A new series of bills has now been introduced to correct this mistake. They are:
SB 0305 of 2017 for Tax Increment Finance Authorities
SB 0306 of 2017 for Downtown Development Authorities
SB 0307 of 2017 for Corridor Improvement Authorities
SB 0308 of 2017 for Water Resource Improvement Authorities
SB 0309 of 2017 for Local Development Financing Authorities
SB 0310 of 2017 for Historic Neighborhood Tax Increment Financing Authorities
The bills were introduced by Senators Brandenburg, Robertson, Jones and MacGregor and referred to the Committee on Finance.
The language of these bills appears to correct this mistake. However, they also contain additional changes that go beyond just fixing this mistake and significantly restrict the situation in which authorities with existing obligations can continue to collect tax increments from library millages approved prior to or in existence on January 1, 2017. The bills enacted last year provided that existing library millages are only automatically exempt from capture as of the effective date of the legislation if all outstanding obligations of the authority are satisfied. “Obligations” under the statutes is a broadly defined term. An obligation is any written promise to pay or a requirement to pay imposed by law. Written promises include bonds, notes, contracts, agreements, and leases. Obligations may include chargebacks owed to counties for delinquent property taxes and gain sharing agreements.
The new bills add a definition of Library Capture Obligation, which reads
(s) “Library capture obligation” means a bond, note, or similar instrument evidencing debt for borrowed money issued by the authority before January 1, 2017, which pledges payment of the debt by the authority from an identified source of revenue.
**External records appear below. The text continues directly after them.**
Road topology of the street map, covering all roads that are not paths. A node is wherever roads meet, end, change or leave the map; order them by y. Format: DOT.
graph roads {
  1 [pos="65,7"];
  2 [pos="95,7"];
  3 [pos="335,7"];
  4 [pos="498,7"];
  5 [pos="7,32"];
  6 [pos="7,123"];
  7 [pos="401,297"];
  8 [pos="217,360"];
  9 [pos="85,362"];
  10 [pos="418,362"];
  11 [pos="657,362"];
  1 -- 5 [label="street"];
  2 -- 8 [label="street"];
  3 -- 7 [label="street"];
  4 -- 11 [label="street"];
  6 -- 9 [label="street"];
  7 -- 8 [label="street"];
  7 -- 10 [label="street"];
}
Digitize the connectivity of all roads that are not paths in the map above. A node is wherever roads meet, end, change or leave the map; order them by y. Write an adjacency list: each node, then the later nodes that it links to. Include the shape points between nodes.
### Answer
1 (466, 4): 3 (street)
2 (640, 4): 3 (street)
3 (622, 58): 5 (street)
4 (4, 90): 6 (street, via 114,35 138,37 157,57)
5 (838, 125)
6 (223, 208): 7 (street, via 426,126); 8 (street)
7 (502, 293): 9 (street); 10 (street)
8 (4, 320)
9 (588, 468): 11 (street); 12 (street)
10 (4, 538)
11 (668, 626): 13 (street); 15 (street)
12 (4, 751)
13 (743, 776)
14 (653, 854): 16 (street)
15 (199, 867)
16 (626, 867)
Under these new bills existing library millages are only automatically exempt from capture if all outstanding Library Capture Obligations of the authority are satisfied. While the term obligation used in the bills enacted late last year is a broad term, this new defined term of Library Capture Obligation is very narrow, including only bonds, notes and instruments, and only if issued by the authority. This will impair the ability of authorities to pay many types of obligations, including:
- Most DDA bonds. While a DDA can itself issue a tax increment revenue bond, almost all bonds issued pursuant to the DDA Act to fund the development program in the last 20 years are bonds issued by the incorporating municipality under the DDA Act with the DDA approving a tax capture estimate and agreeing to contribute tax increment revenues by the adoption of a resolution.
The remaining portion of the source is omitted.